- **Prompt**: Lines containing "nodes": state how many there are in these entries, and write only that number.

Saved entries
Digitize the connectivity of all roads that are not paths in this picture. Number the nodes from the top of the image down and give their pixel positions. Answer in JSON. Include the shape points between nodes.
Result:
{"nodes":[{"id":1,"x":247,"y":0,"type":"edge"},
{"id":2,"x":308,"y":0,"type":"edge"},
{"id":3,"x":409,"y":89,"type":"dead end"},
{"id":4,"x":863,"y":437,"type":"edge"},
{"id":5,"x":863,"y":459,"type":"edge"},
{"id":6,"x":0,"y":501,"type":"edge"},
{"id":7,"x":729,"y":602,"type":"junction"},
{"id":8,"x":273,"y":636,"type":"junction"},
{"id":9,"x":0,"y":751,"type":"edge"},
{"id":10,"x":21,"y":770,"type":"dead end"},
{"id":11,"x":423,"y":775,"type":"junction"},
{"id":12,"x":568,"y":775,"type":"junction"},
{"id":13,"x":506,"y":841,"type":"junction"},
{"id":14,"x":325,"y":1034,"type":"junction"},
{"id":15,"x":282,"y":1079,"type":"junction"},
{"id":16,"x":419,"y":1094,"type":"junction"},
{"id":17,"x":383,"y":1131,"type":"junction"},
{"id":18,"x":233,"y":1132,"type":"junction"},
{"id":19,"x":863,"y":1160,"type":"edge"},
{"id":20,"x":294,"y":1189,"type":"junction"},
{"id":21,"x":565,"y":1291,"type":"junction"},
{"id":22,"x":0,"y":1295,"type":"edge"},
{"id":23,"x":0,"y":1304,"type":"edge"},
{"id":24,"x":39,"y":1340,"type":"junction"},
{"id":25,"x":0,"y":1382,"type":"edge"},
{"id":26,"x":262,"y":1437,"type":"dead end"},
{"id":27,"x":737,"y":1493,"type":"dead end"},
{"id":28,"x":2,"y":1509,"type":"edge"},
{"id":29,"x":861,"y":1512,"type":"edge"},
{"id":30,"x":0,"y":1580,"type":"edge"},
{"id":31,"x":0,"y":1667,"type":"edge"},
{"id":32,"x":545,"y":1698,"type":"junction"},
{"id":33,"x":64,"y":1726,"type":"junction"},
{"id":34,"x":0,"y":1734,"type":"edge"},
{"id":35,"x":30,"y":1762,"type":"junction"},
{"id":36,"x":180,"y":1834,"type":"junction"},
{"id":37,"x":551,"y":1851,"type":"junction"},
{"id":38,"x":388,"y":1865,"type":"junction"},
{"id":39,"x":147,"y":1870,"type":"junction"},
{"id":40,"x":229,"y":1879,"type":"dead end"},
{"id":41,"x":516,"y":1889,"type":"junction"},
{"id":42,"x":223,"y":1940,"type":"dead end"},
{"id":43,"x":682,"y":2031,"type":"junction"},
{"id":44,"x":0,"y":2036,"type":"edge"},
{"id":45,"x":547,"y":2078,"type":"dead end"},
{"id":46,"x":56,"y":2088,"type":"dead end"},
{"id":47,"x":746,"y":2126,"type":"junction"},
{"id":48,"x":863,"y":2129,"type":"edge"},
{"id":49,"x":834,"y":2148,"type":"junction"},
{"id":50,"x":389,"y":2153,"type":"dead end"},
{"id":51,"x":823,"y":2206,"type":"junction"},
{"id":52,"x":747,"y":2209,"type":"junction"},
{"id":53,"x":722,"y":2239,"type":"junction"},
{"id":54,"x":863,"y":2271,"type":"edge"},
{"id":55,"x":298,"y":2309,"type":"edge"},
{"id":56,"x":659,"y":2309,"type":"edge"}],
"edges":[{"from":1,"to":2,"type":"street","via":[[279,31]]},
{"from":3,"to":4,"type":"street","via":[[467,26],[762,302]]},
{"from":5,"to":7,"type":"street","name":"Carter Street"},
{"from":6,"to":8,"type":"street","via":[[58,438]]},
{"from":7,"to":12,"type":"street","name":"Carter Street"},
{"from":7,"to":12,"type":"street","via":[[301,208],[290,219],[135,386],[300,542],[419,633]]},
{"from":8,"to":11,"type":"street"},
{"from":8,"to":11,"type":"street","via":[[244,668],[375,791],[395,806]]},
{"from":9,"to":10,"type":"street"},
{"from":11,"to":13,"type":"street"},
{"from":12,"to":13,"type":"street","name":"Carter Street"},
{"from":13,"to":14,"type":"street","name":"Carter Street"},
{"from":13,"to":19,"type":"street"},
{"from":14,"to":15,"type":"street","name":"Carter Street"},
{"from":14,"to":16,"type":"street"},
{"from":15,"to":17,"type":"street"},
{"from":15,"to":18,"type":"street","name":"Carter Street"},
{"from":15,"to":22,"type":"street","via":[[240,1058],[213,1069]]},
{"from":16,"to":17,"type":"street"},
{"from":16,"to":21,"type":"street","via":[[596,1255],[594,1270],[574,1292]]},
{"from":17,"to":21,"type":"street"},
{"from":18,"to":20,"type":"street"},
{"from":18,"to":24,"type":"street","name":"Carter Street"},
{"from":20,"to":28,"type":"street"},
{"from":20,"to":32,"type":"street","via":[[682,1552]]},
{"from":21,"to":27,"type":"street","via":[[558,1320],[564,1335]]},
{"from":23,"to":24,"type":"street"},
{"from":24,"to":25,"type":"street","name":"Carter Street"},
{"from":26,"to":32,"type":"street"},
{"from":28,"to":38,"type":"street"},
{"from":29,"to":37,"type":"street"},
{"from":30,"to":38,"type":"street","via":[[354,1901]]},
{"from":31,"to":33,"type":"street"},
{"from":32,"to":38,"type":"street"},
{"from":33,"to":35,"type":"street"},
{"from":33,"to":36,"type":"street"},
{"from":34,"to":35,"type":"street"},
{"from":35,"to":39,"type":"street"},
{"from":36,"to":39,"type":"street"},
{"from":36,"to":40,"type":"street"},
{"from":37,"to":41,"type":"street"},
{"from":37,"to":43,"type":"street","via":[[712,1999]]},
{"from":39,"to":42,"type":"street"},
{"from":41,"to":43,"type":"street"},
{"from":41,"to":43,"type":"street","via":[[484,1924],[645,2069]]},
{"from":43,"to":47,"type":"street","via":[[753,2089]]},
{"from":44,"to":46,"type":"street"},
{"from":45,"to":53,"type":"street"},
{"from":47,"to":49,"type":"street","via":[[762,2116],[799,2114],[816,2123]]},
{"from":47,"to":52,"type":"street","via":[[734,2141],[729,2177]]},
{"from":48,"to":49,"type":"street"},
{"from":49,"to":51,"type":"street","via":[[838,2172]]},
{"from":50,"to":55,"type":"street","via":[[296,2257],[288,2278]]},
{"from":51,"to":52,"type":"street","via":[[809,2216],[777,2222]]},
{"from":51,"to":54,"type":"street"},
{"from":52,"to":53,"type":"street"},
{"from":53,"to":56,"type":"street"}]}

- **Output for this exercise**: 2